*Description of the task*
All lines below are to be transcribed exactly.

Records from a data source:
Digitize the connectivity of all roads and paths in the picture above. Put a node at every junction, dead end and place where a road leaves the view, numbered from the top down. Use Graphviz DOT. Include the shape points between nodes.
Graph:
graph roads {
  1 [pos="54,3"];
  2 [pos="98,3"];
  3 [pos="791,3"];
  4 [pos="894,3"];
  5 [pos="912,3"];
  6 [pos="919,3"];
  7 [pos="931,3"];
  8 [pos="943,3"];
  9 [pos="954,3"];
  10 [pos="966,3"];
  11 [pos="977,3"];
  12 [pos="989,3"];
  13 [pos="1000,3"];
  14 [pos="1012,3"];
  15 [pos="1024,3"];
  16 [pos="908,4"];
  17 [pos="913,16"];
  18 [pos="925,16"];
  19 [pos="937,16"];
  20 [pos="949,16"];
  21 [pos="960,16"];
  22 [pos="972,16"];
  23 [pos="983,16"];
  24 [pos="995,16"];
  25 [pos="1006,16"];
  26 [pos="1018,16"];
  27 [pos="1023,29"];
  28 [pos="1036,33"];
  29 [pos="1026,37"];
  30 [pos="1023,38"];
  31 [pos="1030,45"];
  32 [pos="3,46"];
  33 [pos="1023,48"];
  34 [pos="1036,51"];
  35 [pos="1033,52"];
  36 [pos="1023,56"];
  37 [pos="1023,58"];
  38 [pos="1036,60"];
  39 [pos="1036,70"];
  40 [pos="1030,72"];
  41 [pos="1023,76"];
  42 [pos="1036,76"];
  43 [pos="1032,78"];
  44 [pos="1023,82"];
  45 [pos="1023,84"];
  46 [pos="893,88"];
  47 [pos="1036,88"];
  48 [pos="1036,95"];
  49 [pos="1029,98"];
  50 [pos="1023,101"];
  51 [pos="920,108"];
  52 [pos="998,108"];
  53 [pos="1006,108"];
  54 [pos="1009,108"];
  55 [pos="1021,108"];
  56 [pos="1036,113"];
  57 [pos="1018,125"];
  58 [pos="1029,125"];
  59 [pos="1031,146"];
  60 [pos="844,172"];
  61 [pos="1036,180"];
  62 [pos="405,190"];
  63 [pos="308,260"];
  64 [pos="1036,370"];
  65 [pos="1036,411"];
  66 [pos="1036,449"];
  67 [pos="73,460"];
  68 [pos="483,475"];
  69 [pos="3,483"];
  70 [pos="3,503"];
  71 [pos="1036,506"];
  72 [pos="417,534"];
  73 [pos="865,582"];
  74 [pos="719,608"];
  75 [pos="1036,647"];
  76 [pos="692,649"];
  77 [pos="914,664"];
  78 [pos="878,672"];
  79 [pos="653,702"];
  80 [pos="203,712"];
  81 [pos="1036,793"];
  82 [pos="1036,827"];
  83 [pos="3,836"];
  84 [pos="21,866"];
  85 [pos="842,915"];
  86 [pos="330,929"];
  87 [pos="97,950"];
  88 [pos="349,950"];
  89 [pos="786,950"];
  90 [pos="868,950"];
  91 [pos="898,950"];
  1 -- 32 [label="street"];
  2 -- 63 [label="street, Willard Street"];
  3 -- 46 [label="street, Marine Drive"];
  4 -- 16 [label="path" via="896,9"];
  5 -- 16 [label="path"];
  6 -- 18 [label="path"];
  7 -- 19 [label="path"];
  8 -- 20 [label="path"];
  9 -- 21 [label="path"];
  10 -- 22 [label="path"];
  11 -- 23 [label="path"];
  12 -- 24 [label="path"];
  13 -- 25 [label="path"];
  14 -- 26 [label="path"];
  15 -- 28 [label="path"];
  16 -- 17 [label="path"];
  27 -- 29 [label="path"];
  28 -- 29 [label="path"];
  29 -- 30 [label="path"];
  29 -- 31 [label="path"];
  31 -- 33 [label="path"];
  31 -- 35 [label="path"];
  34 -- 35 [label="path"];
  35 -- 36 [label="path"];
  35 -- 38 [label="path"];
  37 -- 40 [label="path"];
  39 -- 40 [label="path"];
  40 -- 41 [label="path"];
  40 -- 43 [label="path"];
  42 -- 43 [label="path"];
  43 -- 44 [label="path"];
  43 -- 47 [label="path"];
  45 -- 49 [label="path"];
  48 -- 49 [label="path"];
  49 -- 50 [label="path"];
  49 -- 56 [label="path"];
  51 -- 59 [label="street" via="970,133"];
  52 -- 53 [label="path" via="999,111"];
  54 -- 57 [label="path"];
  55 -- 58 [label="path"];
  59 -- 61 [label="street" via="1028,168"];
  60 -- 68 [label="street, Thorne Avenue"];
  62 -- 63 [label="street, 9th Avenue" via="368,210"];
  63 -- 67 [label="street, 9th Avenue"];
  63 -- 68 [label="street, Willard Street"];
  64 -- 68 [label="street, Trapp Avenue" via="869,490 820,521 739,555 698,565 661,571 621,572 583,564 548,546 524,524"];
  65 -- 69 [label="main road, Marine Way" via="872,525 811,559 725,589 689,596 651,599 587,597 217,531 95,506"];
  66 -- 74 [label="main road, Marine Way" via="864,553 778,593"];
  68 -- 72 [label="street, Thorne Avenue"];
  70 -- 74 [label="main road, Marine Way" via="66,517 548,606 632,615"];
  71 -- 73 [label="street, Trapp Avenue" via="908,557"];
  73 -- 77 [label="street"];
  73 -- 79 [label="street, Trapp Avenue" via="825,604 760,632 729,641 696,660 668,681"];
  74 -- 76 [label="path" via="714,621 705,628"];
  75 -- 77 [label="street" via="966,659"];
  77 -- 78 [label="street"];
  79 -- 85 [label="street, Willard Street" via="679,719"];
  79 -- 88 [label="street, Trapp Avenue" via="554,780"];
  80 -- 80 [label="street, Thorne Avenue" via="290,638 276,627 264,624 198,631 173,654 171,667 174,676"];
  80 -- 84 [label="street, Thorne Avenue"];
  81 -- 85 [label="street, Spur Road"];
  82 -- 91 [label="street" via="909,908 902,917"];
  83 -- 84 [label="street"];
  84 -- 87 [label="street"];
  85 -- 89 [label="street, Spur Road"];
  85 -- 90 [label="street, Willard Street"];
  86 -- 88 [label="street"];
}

*Response box*
Digitize the connectivity of all roads and paths in the picture above. Put a node at every junction, dead end and place where a road leaves the view, numbered from the top down. Use Graphviz DOT. Include the shape points between nodes.
Graph:
graph roads {
  1 [pos="54,3"];
  2 [pos="98,3"];
  3 [pos="791,3"];
  4 [pos="894,3"];
  5 [pos="912,3"];
  6 [pos="919,3"];
  7 [pos="931,3"];
  8 [pos="943,3"];
  9 [pos="954,3"];
  10 [pos="966,3"];
  11 [pos="977,3"];
  12 [pos="989,3"];
  13 [pos="1000,3"];
  14 [pos="1012,3"];
  15 [pos="1024,3"];
  16 [pos="908,4"];
  17 [pos="913,16"];
  18 [pos="925,16"];
  19 [pos="937,16"];
  20 [pos="949,16"];
  21 [pos="960,16"];
  22 [pos="972,16"];
  23 [pos="983,16"];
  24 [pos="995,16"];
  25 [pos="1006,16"];
  26 [pos="1018,16"];
  27 [pos="1023,29"];
  28 [pos="1036,33"];
  29 [pos="1026,37"];
  30 [pos="1023,38"];
  31 [pos="1030,45"];
  32 [pos="3,46"];
  33 [pos="1023,48"];
  34 [pos="1036,51"];
  35 [pos="1033,52"];
  36 [pos="1023,56"];
  37 [pos="1023,58"];
  38 [pos="1036,60"];
  39 [pos="1036,70"];
  40 [pos="1030,72"];
  41 [pos="1023,76"];
  42 [pos="1036,76"];
  43 [pos="1032,78"];
  44 [pos="1023,82"];
  45 [pos="1023,84"];
  46 [pos="893,88"];
  47 [pos="1036,88"];
  48 [pos="1036,95"];
  49 [pos="1029,98"];
  50 [pos="1023,101"];
  51 [pos="920,108"];
  52 [pos="998,108"];
  53 [pos="1006,108"];
  54 [pos="1009,108"];
  55 [pos="1021,108"];
  56 [pos="1036,113"];
  57 [pos="1018,125"];
  58 [pos="1029,125"];
  59 [pos="1031,146"];
  60 [pos="844,172"];
  61 [pos="1036,180"];
  62 [pos="405,190"];
  63 [pos="308,260"];
  64 [pos="1036,370"];
  65 [pos="1036,411"];
  66 [pos="1036,449"];
  67 [pos="73,460"];
  68 [pos="483,475"];
  69 [pos="3,483"];
  70 [pos="3,503"];
  71 [pos="1036,506"];
  72 [pos="417,534"];
  73 [pos="865,582"];
  74 [pos="719,608"];
  75 [pos="1036,647"];
  76 [pos="692,649"];
  77 [pos="914,664"];
  78 [pos="878,672"];
  79 [pos="653,702"];
  80 [pos="203,712"];
  81 [pos="1036,793"];
  82 [pos="1036,827"];
  83 [pos="3,836"];
  84 [pos="21,866"];
  85 [pos="842,915"];
  86 [pos="330,929"];
  87 [pos="97,950"];
  88 [pos="349,950"];
  89 [pos="786,950"];
  90 [pos="868,950"];
  91 [pos="898,950"];
  1 -- 32 [label="street"];
  2 -- 63 [label="street, Willard Street"];
  3 -- 46 [label="street, Marine Drive"];
  4 -- 16 [label="path" via="896,9"];
  5 -- 16 [label="path"];
  6 -- 18 [label="path"];
  7 -- 19 [label="path"];
  8 -- 20 [label="path"];
  9 -- 21 [label="path"];
  10 -- 22 [label="path"];
  11 -- 23 [label="path"];
  12 -- 24 [label="path"];
  13 -- 25 [label="path"];
  14 -- 26 [label="path"];
  15 -- 28 [label="path"];
  16 -- 17 [label="path"];
  27 -- 29 [label="path"];
  28 -- 29 [label="path"];
  29 -- 30 [label="path"];
  29 -- 31 [label="path"];
  31 -- 33 [label="path"];
  31 -- 35 [label="path"];
  34 -- 35 [label="path"];
  35 -- 36 [label="path"];
  35 -- 38 [label="path"];
  37 -- 40 [label="path"];
  39 -- 40 [label="path"];
  40 -- 41 [label="path"];
  40 -- 43 [label="path"];
  42 -- 43 [label="path"];
  43 -- 44 [label="path"];
  43 -- 47 [label="path"];
  45 -- 49 [label="path"];
  48 -- 49 [label="path"];
  49 -- 50 [label="path"];
  49 -- 56 [label="path"];
  51 -- 59 [label="street" via="970,133"];
  52 -- 53 [label="path" via="999,111"];
  54 -- 57 [label="path"];
  55 -- 58 [label="path"];
  59 -- 61 [label="street" via="1028,168"];
  60 -- 68 [label="street, Thorne Avenue"];
  62 -- 63 [label="street, 9th Avenue" via="368,210"];
  63 -- 67 [label="street, 9th Avenue"];
  63 -- 68 [label="street, Willard Street"];
  64 -- 68 [label="street, Trapp Avenue" via="869,490 820,521 739,555 698,565 661,571 621,572 583,564 548,546 524,524"];
  65 -- 69 [label="main road, Marine Way" via="872,525 811,559 725,589 689,596 651,599 587,597 217,531 95,506"];
  66 -- 74 [label="main road, Marine Way" via="864,553 778,593"];
  68 -- 72 [label="street, Thorne Avenue"];
  70 -- 74 [label="main road, Marine Way" via="66,517 548,606 632,615"];
  71 -- 73 [label="street, Trapp Avenue" via="908,557"];
  73 -- 77 [label="street"];
  73 -- 79 [label="street, Trapp Avenue" via="825,604 760,632 729,641 696,660 668,681"];
  74 -- 76 [label="path" via="714,621 705,628"];
  75 -- 77 [label="street" via="966,659"];
  77 -- 78 [label="street"];
  79 -- 85 [label="street, Willard Street" via="679,719"];
  79 -- 88 [label="street, Trapp Avenue" via="554,780"];
  80 -- 80 [label="street, Thorne Avenue" via="290,638 276,627 264,624 198,631 173,654 171,667 174,676"];
  80 -- 84 [label="street, Thorne Avenue"];
  81 -- 85 [label="street, Spur Road"];
  82 -- 91 [label="street" via="909,908 902,917"];
  83 -- 84 [label="street"];
  84 -- 87 [label="street"];
  85 -- 89 [label="street, Spur Road"];
  85 -- 90 [label="street, Willard Street"];
  86 -- 88 [label="street"];
}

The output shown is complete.